• [Task brief] Here are some records; return them all exactly.
Raw data below:
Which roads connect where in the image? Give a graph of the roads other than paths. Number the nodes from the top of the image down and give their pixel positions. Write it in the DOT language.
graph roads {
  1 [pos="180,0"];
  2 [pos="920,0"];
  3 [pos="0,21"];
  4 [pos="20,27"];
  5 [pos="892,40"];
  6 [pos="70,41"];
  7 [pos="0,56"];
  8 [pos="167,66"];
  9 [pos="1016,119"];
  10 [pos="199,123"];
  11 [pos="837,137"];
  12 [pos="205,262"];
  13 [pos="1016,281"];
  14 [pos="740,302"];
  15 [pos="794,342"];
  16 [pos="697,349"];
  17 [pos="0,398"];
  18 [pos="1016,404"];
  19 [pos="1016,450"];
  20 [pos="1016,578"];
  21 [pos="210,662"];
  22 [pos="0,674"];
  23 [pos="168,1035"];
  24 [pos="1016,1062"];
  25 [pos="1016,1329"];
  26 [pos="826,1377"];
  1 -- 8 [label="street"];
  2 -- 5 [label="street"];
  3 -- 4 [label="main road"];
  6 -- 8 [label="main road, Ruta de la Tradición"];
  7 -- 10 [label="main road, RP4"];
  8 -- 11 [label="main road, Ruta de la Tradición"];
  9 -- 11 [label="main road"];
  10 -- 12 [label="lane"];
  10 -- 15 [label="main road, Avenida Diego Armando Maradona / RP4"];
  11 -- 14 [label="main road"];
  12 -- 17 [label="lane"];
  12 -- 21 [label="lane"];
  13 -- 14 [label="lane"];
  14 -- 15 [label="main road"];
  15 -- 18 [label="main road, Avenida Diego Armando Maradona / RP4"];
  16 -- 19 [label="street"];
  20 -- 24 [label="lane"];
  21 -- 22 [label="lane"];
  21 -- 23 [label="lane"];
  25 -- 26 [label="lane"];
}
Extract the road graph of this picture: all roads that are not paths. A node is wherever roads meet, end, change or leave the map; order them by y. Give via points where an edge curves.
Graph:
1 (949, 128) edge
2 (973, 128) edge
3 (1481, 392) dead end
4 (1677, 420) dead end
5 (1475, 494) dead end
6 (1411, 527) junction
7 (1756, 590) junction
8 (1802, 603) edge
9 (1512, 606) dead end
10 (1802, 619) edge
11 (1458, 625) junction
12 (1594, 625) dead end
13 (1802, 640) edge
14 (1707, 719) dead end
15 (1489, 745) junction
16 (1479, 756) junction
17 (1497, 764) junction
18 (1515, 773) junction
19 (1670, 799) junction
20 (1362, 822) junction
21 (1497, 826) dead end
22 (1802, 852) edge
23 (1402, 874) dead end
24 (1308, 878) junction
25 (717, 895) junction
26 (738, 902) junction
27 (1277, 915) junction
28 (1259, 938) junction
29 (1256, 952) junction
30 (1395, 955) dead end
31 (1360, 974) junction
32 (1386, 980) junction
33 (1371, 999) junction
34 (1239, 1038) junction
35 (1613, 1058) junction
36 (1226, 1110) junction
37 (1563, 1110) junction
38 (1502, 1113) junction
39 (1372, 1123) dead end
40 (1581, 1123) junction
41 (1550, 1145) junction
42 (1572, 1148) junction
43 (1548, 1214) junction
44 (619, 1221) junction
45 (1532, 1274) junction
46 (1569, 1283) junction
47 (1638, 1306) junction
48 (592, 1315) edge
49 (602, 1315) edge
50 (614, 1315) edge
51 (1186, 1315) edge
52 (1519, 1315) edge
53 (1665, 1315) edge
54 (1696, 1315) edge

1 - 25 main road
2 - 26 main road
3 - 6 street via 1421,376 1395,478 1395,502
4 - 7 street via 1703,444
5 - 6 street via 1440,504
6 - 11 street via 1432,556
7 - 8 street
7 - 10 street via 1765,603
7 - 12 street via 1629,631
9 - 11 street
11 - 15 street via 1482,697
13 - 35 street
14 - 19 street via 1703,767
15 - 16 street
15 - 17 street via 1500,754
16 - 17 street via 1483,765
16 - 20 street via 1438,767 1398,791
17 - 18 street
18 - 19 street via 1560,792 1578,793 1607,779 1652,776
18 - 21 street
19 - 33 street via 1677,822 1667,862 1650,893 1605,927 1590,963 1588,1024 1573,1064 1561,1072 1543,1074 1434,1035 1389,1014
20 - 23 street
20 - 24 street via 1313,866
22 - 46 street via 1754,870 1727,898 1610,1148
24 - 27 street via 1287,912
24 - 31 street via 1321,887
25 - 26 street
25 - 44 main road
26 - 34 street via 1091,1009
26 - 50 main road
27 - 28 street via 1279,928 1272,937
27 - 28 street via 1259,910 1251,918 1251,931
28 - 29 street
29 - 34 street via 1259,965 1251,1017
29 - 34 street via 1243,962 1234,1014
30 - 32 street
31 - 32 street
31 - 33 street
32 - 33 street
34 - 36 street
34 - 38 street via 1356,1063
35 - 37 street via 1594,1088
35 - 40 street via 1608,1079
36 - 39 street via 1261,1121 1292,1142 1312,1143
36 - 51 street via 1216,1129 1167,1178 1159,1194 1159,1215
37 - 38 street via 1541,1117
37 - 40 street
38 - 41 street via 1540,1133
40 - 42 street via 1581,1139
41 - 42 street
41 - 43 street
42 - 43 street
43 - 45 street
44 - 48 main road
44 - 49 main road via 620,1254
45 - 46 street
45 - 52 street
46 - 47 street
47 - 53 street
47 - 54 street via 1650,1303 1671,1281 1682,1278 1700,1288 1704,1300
End of Raw data.
• [Your response]
Which roads connect where in the image? Give a graph of the roads other than paths. Number the nodes from the top of the image down and give their pixel positions. Write it in the DOT language.
graph roads {
  1 [pos="180,0"];
  2 [pos="920,0"];
  3 [pos="0,21"];
  4 [pos="20,27"];
  5 [pos="892,40"];
  6 [pos="70,41"];
  7 [pos="0,56"];
  8 [pos="167,66"];
  9 [pos="1016,119"];
  10 [pos="199,123"];
  11 [pos="837,137"];
  12 [pos="205,262"];
  13 [pos="1016,281"];
  14 [pos="740,302"];
  15 [pos="794,342"];
  16 [pos="697,349"];
  17 [pos="0,398"];
  18 [pos="1016,404"];
  19 [pos="1016,450"];
  20 [pos="1016,578"];
  21 [pos="210,662"];
  22 [pos="0,674"];
  23 [pos="168,1035"];
  24 [pos="1016,1062"];
  25 [pos="1016,1329"];
  26 [pos="826,1377"];
  1 -- 8 [label="street"];
  2 -- 5 [label="street"];
  3 -- 4 [label="main road"];
  6 -- 8 [label="main road, Ruta de la Tradición"];
  7 -- 10 [label="main road, RP4"];
  8 -- 11 [label="main road, Ruta de la Tradición"];
  9 -- 11 [label="main road"];
  10 -- 12 [label="lane"];
  10 -- 15 [label="main road, Avenida Diego Armando Maradona / RP4"];
  11 -- 14 [label="main road"];
  12 -- 17 [label="lane"];
  12 -- 21 [label="lane"];
  13 -- 14 [label="lane"];
  14 -- 15 [label="main road"];
  15 -- 18 [label="main road, Avenida Diego Armando Maradona / RP4"];
  16 -- 19 [label="street"];
  20 -- 24 [label="lane"];
  21 -- 22 [label="lane"];
  21 -- 23 [label="lane"];
  25 -- 26 [label="lane"];
}
Extract the road graph of this picture: all roads that are not paths. A node is wherever roads meet, end, change or leave the map; order them by y. Give via points where an edge curves.
Graph:
1 (949, 128) edge
2 (973, 128) edge
3 (1481, 392) dead end
4 (1677, 420) dead end
5 (1475, 494) dead end
6 (1411, 527) junction
7 (1756, 590) junction
8 (1802, 603) edge
9 (1512, 606) dead end
10 (1802, 619) edge
11 (1458, 625) junction
12 (1594, 625) dead end
13 (1802, 640) edge
14 (1707, 719) dead end
15 (1489, 745) junction
16 (1479, 756) junction
17 (1497, 764) junction
18 (1515, 773) junction
19 (1670, 799) junction
20 (1362, 822) junction
21 (1497, 826) dead end
22 (1802, 852) edge
23 (1402, 874) dead end
24 (1308, 878) junction
25 (717, 895) junction
26 (738, 902) junction
27 (1277, 915) junction
28 (1259, 938) junction
29 (1256, 952) junction
30 (1395, 955) dead end
31 (1360, 974) junction
32 (1386, 980) junction
33 (1371, 999) junction
34 (1239, 1038) junction
35 (1613, 1058) junction
36 (1226, 1110) junction
37 (1563, 1110) junction
38 (1502, 1113) junction
39 (1372, 1123) dead end
40 (1581, 1123) junction
41 (1550, 1145) junction
42 (1572, 1148) junction
43 (1548, 1214) junction
44 (619, 1221) junction
45 (1532, 1274) junction
46 (1569, 1283) junction
47 (1638, 1306) junction
48 (592, 1315) edge
49 (602, 1315) edge
50 (614, 1315) edge
51 (1186, 1315) edge
52 (1519, 1315) edge
53 (1665, 1315) edge
54 (1696, 1315) edge

1 - 25 main road
2 - 26 main road
3 - 6 street via 1421,376 1395,478 1395,502
4 - 7 street via 1703,444
5 - 6 street via 1440,504
6 - 11 street via 1432,556
7 - 8 street
7 - 10 street via 1765,603
7 - 12 street via 1629,631
9 - 11 street
11 - 15 street via 1482,697
13 - 35 street
14 - 19 street via 1703,767
15 - 16 street
15 - 17 street via 1500,754
16 - 17 street via 1483,765
16 - 20 street via 1438,767 1398,791
17 - 18 street
18 - 19 street via 1560,792 1578,793 1607,779 1652,776
18 - 21 street
19 - 33 street via 1677,822 1667,862 1650,893 1605,927 1590,963 1588,1024 1573,1064 1561,1072 1543,1074 1434,1035 1389,1014
20 - 23 street
20 - 24 street via 1313,866
22 - 46 street via 1754,870 1727,898 1610,1148
24 - 27 street via 1287,912
24 - 31 street via 1321,887
25 - 26 street
25 - 44 main road
26 - 34 street via 1091,1009
26 - 50 main road
27 - 28 street via 1279,928 1272,937
27 - 28 street via 1259,910 1251,918 1251,931
28 - 29 street
29 - 34 street via 1259,965 1251,1017
29 - 34 street via 1243,962 1234,1014
30 - 32 street
31 - 32 street
31 - 33 street
32 - 33 street
34 - 36 street
34 - 38 street via 1356,1063
35 - 37 street via 1594,1088
35 - 40 street via 1608,1079
36 - 39 street via 1261,1121 1292,1142 1312,1143
36 - 51 street via 1216,1129 1167,1178 1159,1194 1159,1215
37 - 38 street via 1541,1117
37 - 40 street
38 - 41 street via 1540,1133
40 - 42 street via 1581,1139
41 - 42 street
41 - 43 street
42 - 43 street
43 - 45 street
44 - 48 main road
44 - 49 main road via 620,1254
45 - 46 street
45 - 52 street
46 - 47 street
47 - 53 street
47 - 54 street via 1650,1303 1671,1281 1682,1278 1700,1288 1704,1300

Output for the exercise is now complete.